• [Work item]:
Only the lines from the beginning of the listing below through the line with "Which roads connect" belong in the answer; please print them exactly and drop the pictures.

• [Dataset extract]:
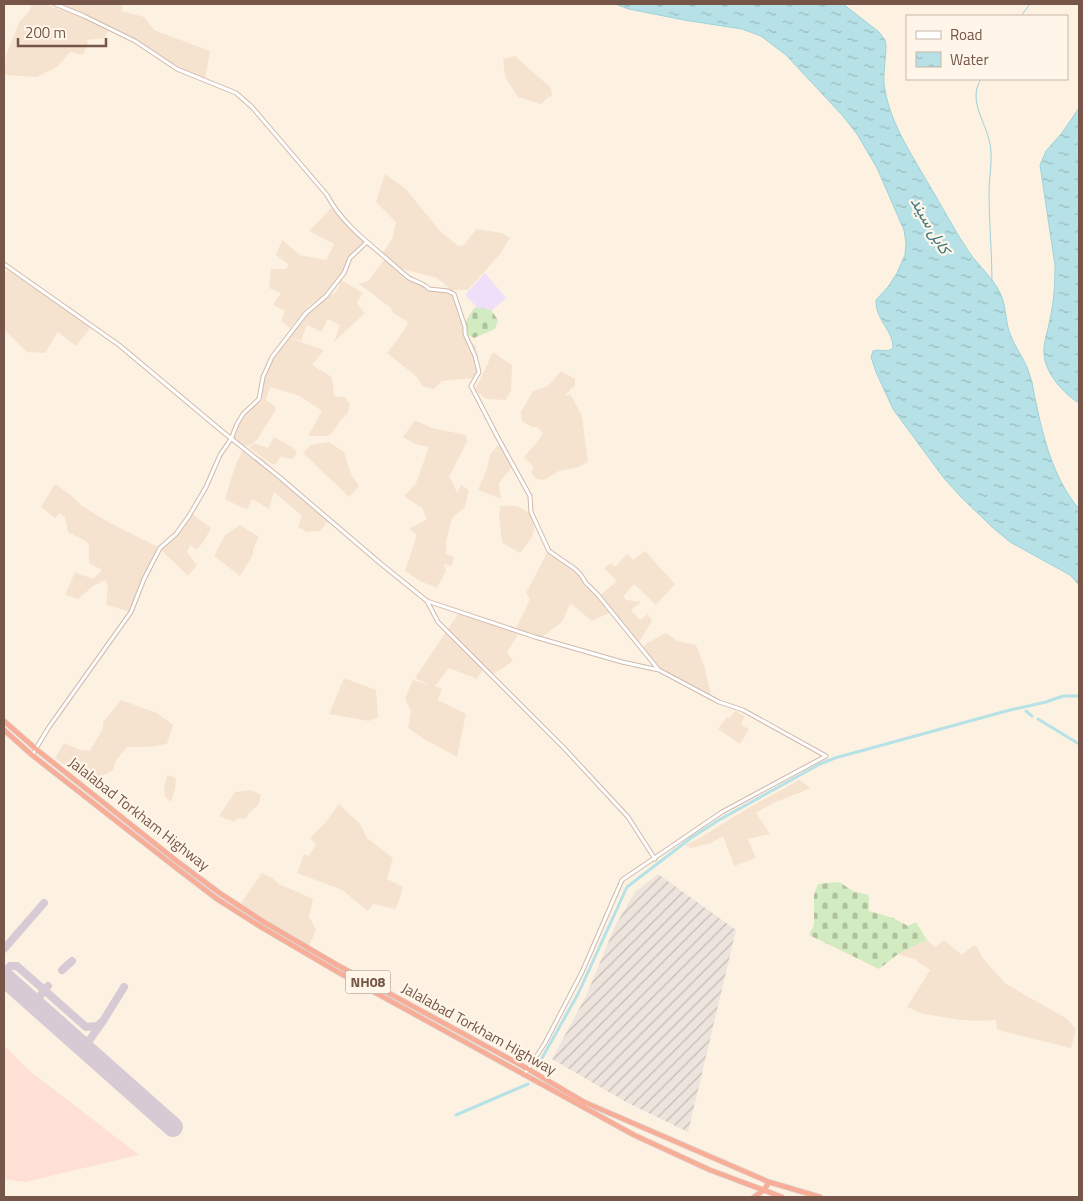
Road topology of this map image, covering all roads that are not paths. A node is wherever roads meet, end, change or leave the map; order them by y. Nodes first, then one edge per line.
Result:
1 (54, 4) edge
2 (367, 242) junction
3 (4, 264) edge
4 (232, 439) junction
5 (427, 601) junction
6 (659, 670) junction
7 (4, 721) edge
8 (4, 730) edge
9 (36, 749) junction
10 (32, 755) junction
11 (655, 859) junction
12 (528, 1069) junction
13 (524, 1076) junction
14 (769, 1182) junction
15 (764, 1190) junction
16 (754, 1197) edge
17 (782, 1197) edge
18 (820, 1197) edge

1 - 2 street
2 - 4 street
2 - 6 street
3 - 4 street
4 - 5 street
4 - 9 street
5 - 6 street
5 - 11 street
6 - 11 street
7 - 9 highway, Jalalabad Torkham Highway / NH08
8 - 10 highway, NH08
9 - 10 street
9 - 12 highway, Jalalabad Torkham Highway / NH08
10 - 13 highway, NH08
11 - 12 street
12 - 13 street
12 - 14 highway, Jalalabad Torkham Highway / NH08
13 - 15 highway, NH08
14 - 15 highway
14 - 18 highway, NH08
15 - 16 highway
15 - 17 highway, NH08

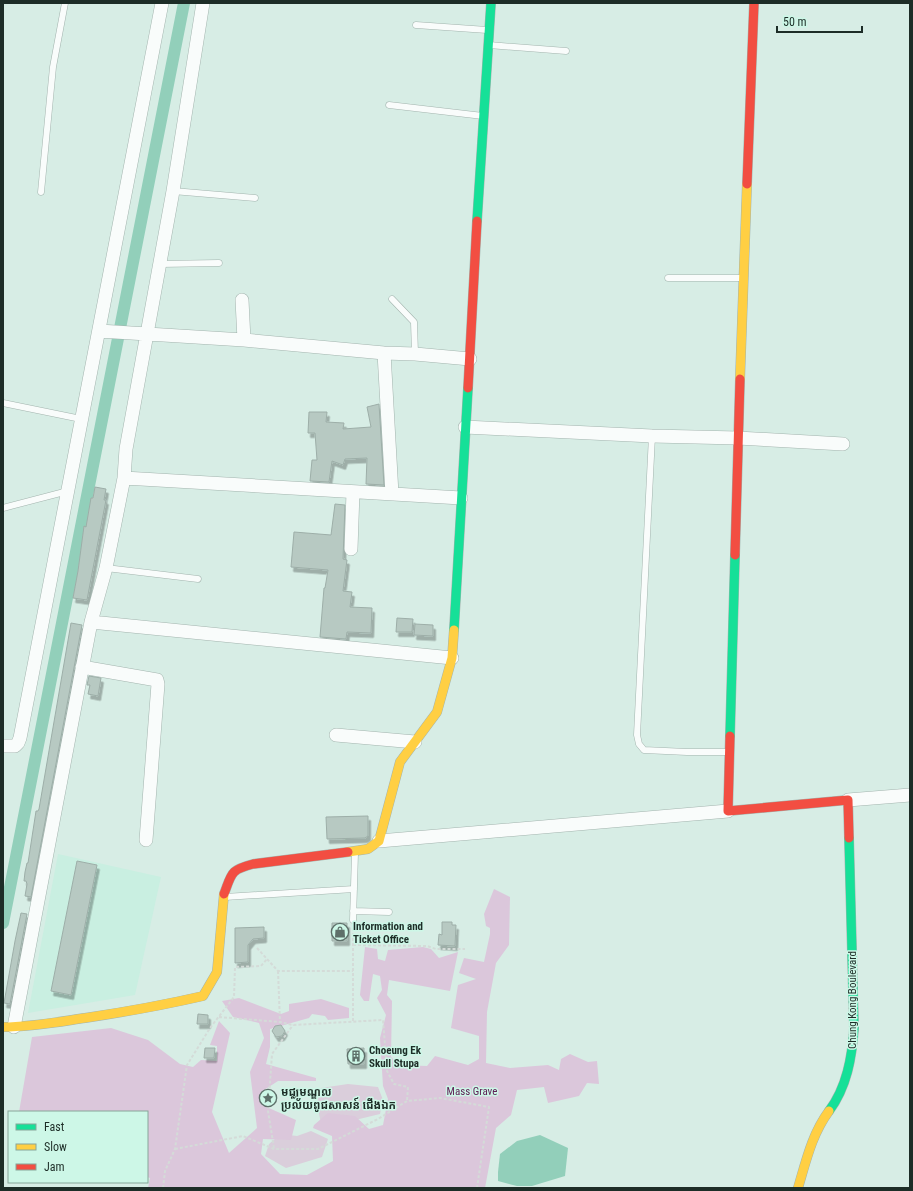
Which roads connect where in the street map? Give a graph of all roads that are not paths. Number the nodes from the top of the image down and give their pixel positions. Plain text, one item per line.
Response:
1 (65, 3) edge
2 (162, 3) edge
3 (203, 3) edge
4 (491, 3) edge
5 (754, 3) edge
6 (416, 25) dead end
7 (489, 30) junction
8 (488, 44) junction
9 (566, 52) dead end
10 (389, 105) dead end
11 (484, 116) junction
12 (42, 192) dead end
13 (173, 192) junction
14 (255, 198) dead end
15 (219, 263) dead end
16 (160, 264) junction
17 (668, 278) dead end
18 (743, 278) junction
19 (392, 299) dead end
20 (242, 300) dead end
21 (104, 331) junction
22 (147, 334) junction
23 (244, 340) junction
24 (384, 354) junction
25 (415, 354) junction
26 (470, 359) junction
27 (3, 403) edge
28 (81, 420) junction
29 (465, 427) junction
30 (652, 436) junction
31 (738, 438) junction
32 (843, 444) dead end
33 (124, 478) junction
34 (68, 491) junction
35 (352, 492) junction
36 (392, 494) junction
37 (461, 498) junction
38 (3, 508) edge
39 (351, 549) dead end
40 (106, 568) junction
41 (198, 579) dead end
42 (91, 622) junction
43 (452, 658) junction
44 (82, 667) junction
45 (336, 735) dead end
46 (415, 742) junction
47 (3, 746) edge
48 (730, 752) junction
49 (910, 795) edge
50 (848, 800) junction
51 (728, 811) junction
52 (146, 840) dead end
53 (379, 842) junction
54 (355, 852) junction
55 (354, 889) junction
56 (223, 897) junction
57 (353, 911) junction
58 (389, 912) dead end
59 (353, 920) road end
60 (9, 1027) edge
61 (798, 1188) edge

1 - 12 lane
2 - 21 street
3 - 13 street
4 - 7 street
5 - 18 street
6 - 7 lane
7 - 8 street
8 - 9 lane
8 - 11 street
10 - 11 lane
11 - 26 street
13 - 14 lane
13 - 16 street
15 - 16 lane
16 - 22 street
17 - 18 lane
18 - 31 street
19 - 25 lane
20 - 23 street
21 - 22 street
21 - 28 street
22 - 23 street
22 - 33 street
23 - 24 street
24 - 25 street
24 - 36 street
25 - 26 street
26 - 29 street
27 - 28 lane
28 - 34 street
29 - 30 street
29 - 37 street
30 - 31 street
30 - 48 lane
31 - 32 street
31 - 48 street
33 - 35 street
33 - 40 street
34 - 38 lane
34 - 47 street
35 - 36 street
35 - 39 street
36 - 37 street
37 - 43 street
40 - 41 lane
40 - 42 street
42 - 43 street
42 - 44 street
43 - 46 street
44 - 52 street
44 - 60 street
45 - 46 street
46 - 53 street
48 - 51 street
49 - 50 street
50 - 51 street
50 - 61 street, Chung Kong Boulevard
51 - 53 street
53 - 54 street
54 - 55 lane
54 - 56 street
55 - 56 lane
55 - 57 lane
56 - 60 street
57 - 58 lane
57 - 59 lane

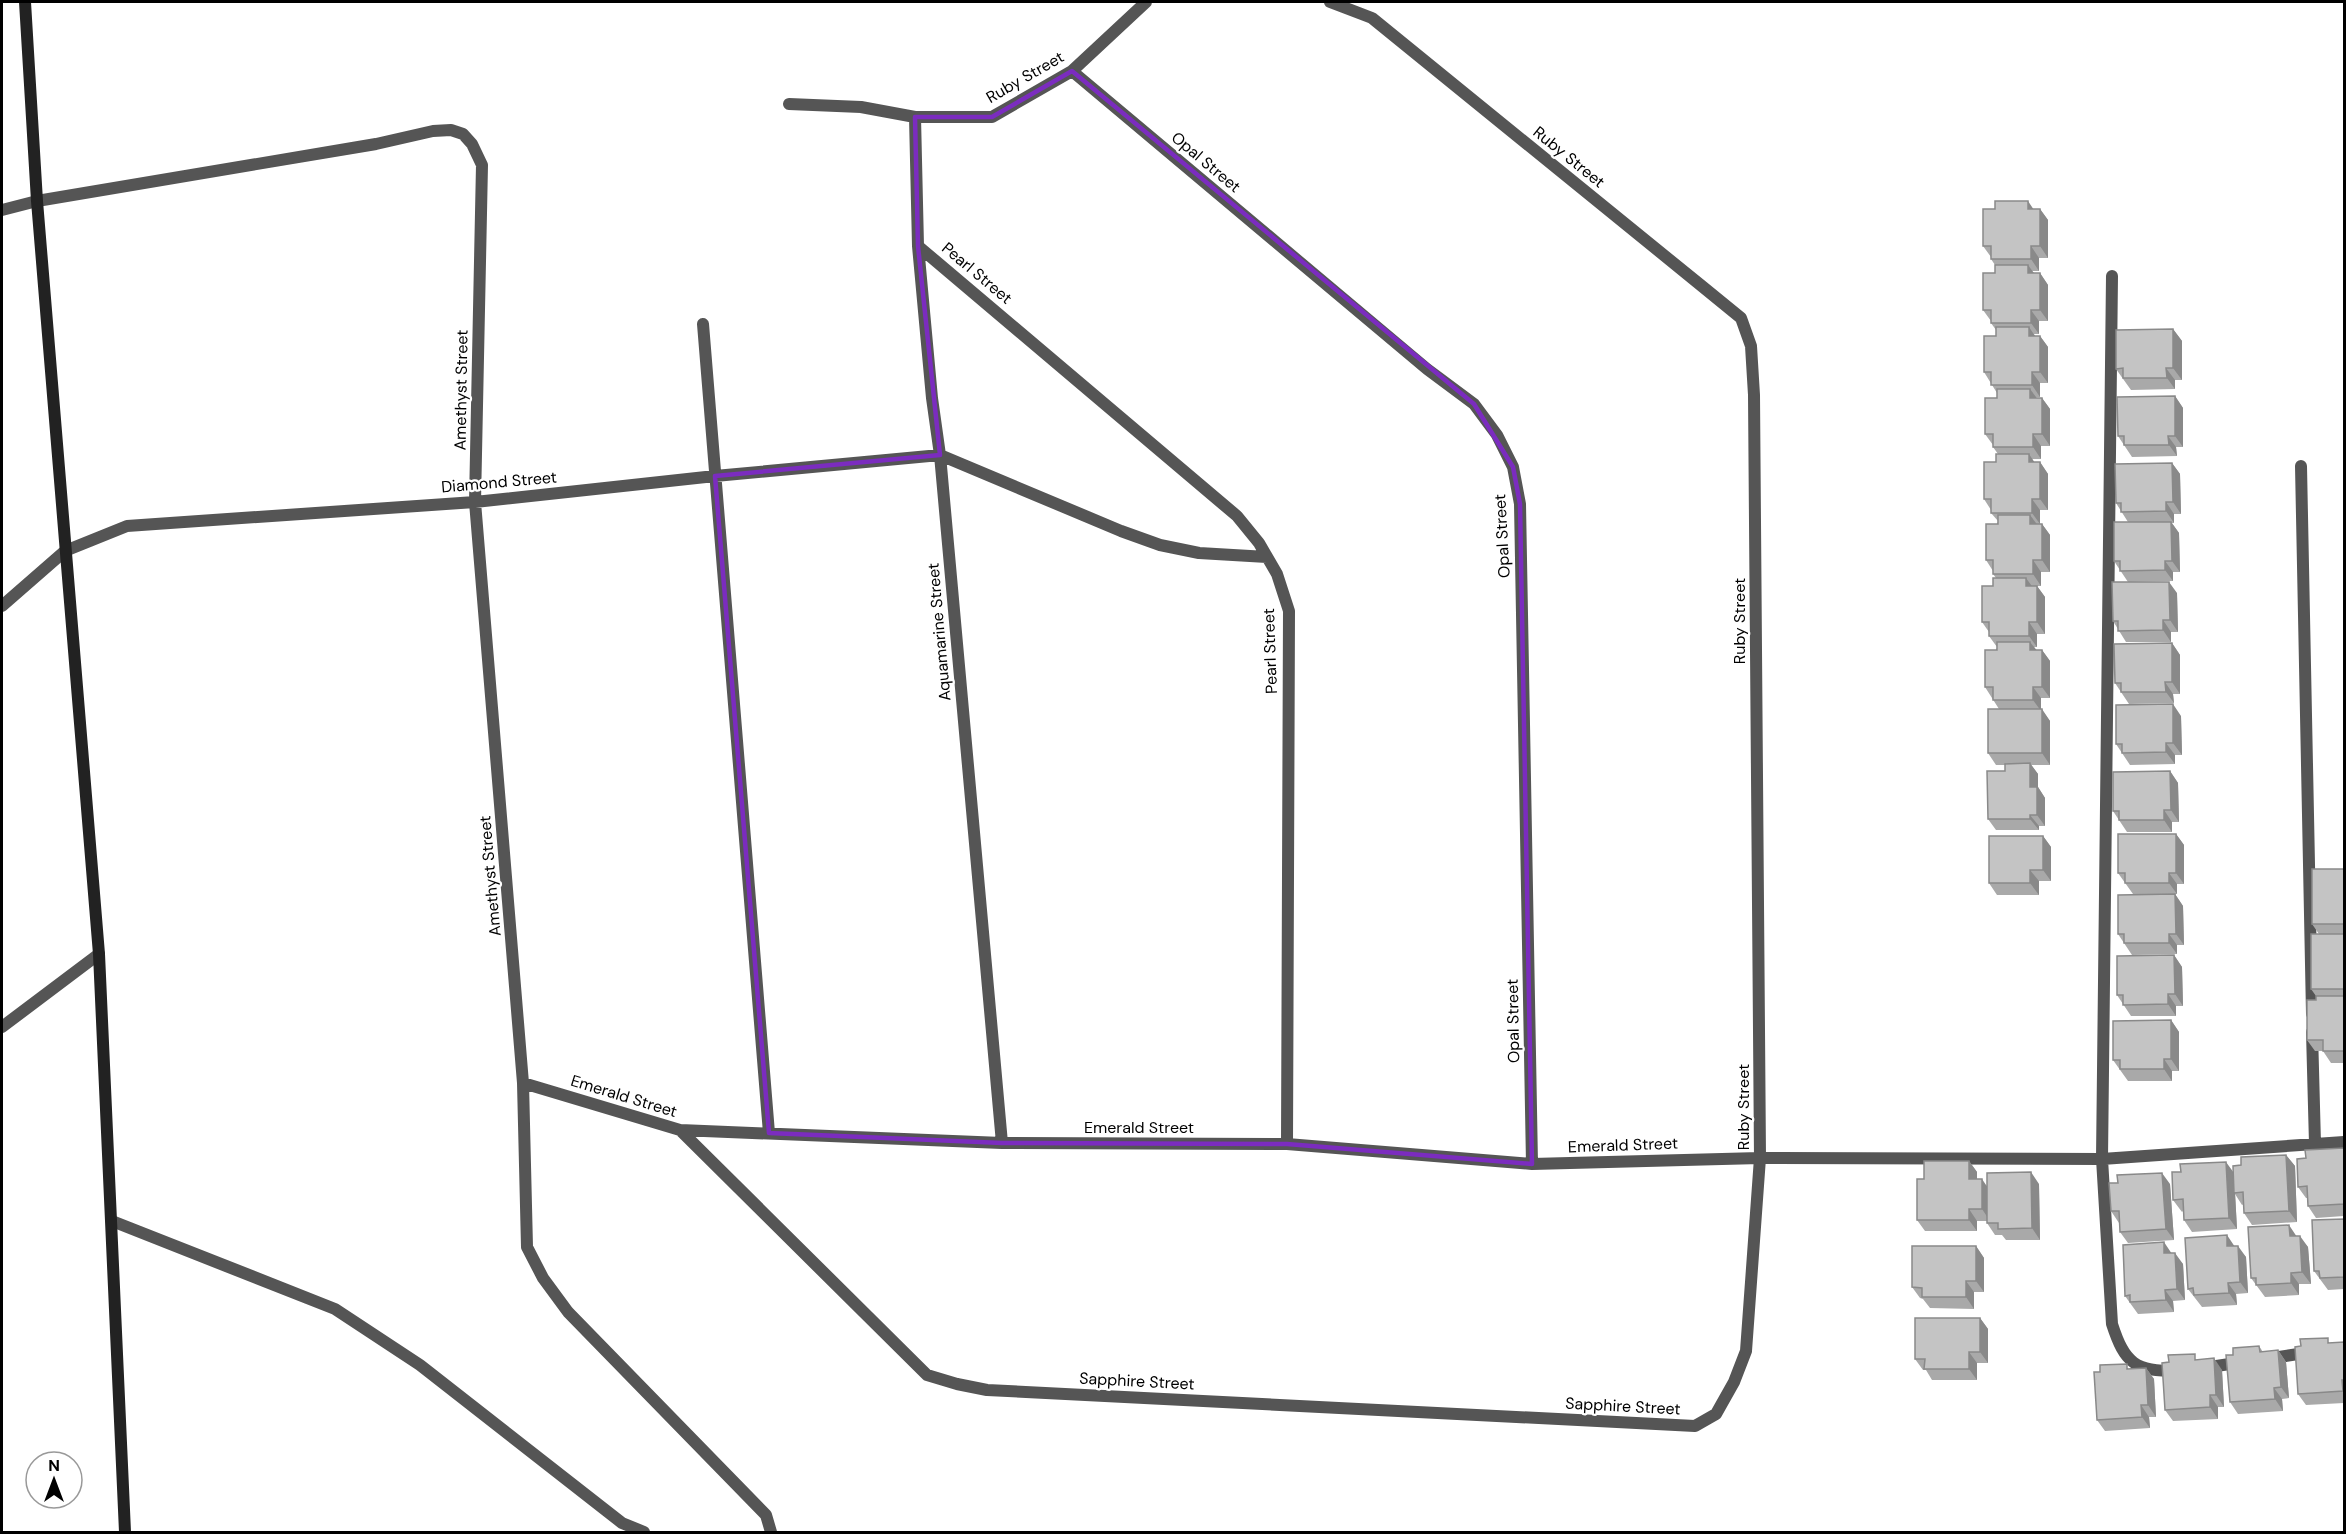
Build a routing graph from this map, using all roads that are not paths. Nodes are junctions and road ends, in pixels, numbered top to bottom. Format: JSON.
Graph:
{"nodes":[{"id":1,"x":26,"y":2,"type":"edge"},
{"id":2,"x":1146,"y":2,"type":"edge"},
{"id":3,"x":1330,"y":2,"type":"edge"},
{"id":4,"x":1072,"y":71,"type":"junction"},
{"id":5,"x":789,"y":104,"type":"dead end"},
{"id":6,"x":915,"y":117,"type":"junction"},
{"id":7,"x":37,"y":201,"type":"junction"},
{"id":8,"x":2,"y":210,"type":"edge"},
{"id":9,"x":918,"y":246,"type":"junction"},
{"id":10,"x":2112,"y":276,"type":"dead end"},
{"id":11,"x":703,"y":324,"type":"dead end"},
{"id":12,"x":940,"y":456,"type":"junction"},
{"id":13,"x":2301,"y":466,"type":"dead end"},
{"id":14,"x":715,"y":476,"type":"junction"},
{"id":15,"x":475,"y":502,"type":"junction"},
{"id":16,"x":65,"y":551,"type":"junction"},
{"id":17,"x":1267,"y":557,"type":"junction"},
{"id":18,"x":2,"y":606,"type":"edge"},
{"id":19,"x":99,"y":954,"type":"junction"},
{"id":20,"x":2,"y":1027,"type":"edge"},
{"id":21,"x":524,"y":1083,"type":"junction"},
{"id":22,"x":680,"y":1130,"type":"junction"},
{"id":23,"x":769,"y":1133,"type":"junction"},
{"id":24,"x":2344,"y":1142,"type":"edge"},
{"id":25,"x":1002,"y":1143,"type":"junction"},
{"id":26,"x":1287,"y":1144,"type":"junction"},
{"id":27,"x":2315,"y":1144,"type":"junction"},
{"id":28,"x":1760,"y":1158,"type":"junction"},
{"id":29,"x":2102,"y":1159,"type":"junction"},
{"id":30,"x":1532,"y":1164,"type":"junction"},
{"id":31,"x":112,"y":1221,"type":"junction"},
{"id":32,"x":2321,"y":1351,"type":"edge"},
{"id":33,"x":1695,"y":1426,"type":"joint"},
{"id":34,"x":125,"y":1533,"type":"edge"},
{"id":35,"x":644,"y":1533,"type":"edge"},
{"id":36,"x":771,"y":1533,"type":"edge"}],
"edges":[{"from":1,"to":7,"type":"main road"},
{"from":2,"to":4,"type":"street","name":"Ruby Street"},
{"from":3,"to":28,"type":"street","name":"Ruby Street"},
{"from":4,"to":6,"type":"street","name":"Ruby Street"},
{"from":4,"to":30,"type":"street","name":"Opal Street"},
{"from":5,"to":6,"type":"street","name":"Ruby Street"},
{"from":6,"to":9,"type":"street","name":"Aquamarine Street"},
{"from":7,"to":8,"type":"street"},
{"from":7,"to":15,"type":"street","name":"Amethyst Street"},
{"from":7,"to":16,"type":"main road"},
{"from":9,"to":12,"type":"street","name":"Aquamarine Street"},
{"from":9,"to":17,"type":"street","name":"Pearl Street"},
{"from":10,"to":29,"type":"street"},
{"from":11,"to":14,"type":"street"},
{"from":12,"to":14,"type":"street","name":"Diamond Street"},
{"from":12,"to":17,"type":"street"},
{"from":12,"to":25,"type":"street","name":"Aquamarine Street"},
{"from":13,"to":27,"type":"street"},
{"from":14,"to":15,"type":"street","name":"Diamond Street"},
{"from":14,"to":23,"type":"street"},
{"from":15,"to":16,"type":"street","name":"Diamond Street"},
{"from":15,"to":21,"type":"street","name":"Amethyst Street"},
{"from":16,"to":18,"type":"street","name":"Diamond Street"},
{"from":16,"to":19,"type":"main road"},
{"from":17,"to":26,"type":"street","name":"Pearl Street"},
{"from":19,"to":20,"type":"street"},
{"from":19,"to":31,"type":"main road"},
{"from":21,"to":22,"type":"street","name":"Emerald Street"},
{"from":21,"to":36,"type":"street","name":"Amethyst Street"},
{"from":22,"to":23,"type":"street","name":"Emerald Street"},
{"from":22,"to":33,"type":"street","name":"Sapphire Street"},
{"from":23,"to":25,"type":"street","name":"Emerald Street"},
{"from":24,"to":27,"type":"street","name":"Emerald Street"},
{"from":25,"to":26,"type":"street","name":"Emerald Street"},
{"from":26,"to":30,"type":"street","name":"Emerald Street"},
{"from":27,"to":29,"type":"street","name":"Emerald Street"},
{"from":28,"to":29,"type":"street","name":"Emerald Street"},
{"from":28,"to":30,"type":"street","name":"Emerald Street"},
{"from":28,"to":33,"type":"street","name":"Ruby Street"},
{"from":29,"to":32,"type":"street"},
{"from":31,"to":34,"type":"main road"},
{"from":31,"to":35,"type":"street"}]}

• [Exercise solution]:
Road topology of this map image, covering all roads that are not paths. A node is wherever roads meet, end, change or leave the map; order them by y. Nodes first, then one edge per line.
Result:
1 (54, 4) edge
2 (367, 242) junction
3 (4, 264) edge
4 (232, 439) junction
5 (427, 601) junction
6 (659, 670) junction
7 (4, 721) edge
8 (4, 730) edge
9 (36, 749) junction
10 (32, 755) junction
11 (655, 859) junction
12 (528, 1069) junction
13 (524, 1076) junction
14 (769, 1182) junction
15 (764, 1190) junction
16 (754, 1197) edge
17 (782, 1197) edge
18 (820, 1197) edge

1 - 2 street
2 - 4 street
2 - 6 street
3 - 4 street
4 - 5 street
4 - 9 street
5 - 6 street
5 - 11 street
6 - 11 street
7 - 9 highway, Jalalabad Torkham Highway / NH08
8 - 10 highway, NH08
9 - 10 street
9 - 12 highway, Jalalabad Torkham Highway / NH08
10 - 13 highway, NH08
11 - 12 street
12 - 13 street
12 - 14 highway, Jalalabad Torkham Highway / NH08
13 - 15 highway, NH08
14 - 15 highway
14 - 18 highway, NH08
15 - 16 highway
15 - 17 highway, NH08

Which roads connect where in the street map? Give a graph of all roads that are not paths. Number the nodes from the top of the image down and give their pixel positions. Plain text, one item per line.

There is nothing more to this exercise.